The Council intends that each Parish Councillor should represent, as near as possible to the same number of electors because it is not in the interests of effective and convenient local government, either for voters or councillors, to have significant differences in levels of representation between different wards within the same Parish.

The Council wishes to avoid the perception that, where one or more wards of a Parish are over-represented by councillors, the residents of those wards (and their councillors) could be perceived as having more influence than others on the Parish Council. During the Review process and in its consultations, the Council will consistently show the ratios of electors to councillors that would result from its proposals. The current ratios are shown in Table 3 above.

Naming of Parish wards

The Council will where possible reflect existing local or historic place-names when considering the names of Parish wards and will give a strong presumption in favour of names proposed by local interested parties.

Reorganisation of Community Governance Orders and commencement

The Review will be completed when the Council adopts the Reorganisation of Community Governance Order. Copies of this Order, the map(s) that show the effects of the order in detail, and the document(s) which set out the reasons for the decisions that the Council has taken (including where it has decided to make no change following a Review) will be made available on the Council's website, at the reception area of the Town Hall in St Helens and at libraries.

In accordance with the Guidance issued by the government, the Council will issue maps to illustrate each recommendation at a scale normally no smaller than 1:10,000. These maps will be deposited with the Secretary of State at the Department of Communities and Local Government and at Town Hall in St Helens. Prints will also be supplied, as required by legislation, to Ordnance Survey, the Registrar General, the Land Registry, the Valuation Office Agency, the Boundary Commission for England and the Local Government Boundary Commission for England.

The provisions of the Order for financial and administrative purposes will take effect as soon as practicable.

The electoral arrangements for the creation of a Parish Council in relation to the Newton and Earlestown petition, will come into force at the elections due to be held in May 2024.

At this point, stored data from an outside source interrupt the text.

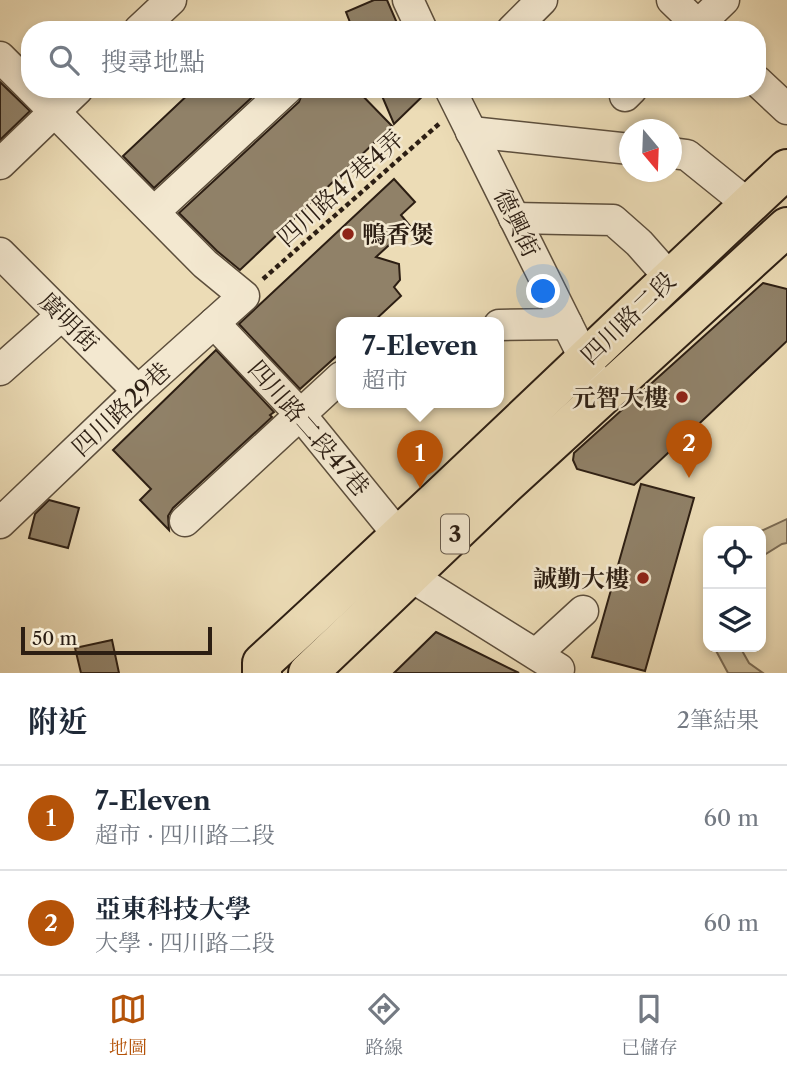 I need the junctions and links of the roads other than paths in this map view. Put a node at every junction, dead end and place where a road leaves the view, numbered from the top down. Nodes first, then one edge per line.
1 (171, 0) edge
2 (408, 0) edge
3 (542, 0) edge
4 (672, 0) edge
5 (724, 0) edge
6 (149, 21) edge
7 (418, 21) edge
8 (521, 21) edge
9 (692, 21) edge
10 (704, 21) edge
11 (0, 57) edge
12 (21, 78) edge
13 (766, 89) edge
14 (41, 98) edge
15 (69, 98) edge
16 (277, 98) edge
17 (461, 104) edge
18 (787, 109) edge
19 (54, 112) junction
20 (619, 146) edge
21 (682, 154) edge
22 (0, 164) edge
23 (787, 169) edge
24 (749, 205) junction
25 (154, 212) junction
26 (514, 218) junction
27 (787, 227) edge
28 (0, 253) edge
29 (670, 278) junction
30 (62, 315) junction
31 (214, 323) junction
32 (567, 324) junction
33 (504, 325) edge
34 (585, 359) junction
35 (0, 370) edge
36 (336, 382) edge
37 (138, 391) junction
38 (603, 395) junction
39 (300, 414) junction
40 (185, 521) dead end
41 (0, 523) edge
42 (400, 537) junction
43 (415, 573) junction
44 (583, 611) dead end
45 (262, 673) edge
46 (308, 673) edge

1 - 6 street
2 - 7 street
3 - 8 street
4 - 9 street
5 - 10 street
11 - 12 street
13 - 18 street
14 - 19 street
15 - 19 street
16 - 25 street
17 - 20 street
17 - 26 street, 德興街
19 - 22 street
19 - 25 street
21 - 24 street
23 - 24 main road, 四川路二段 / 3
24 - 29 main road, 四川路二段 / 3
25 - 31 street, 四川路29巷
26 - 29 street
26 - 32 street, 德興街
27 - 38 main road, 四川路二段 / 3
28 - 30 street, 廣明街
29 - 34 main road, 四川路二段 / 3
30 - 35 street
30 - 37 street, 廣明街
31 - 37 street, 四川路29巷
31 - 39 street, 四川路二段47巷
32 - 33 street
32 - 34 street, 德興街
34 - 38 street, 德興街
34 - 42 main road, 四川路二段 / 3
36 - 39 street
37 - 41 street, 四川路29巷
38 - 43 main road, 四川路二段 / 3
39 - 40 street
39 - 42 street, 四川路二段47巷
42 - 43 street, 四川路二段47巷
42 - 45 main road, 四川路二段 / 3
43 - 44 street
43 - 46 main road, 四川路二段 / 3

Any changes to the electoral arrangements for existing Parish Councils will come into force at the elections due to be held in May 2026.

Consequential matters

General principles

The Council notes that a Reorganisation Order may cover any consequential matters that appear to the Council to be necessary or proper to give effect to the Order.

These may include:

  • the transfer and management or custody of property;
  • the setting of precepts for new Parishes;
  • provision with respect to the transfer of any functions, property, rights and liabilities;
  • provision for the transfer of staff, compensation for loss of office, pensions and other staffing matters.

In these matters, the Council will be guided by Regulations that have been issued following the 2007 Act.

In particular, the Council notes that the Regulations regarding the transfer of property, rights and liabilities require that any apportionments shall use the population of the area as estimated by the proper officer of the Council as an appropriate proportion.

The Council also notes the Regulations regarding the establishment of a precept for a new Parish and their requirements.

District ward boundaries

During the Review it may become clear that it may be desirable to change boundaries of district wards to reflect the changes recommended at Parish level. While the Council can recommend changes to district wards, those changes can only be made by the Local Government Boundary Commission for England ('LGBCE').

The LGBCE will require evidence that the Council has consulted on any such recommendations for alterations to the boundaries of district wards and so the Council will consult on any such draft recommendations as soon as is practicable after the desired change becomes clear.

Date of publication of these Terms of Reference

These Terms of Reference, if approved, will be published on 1st August 2022.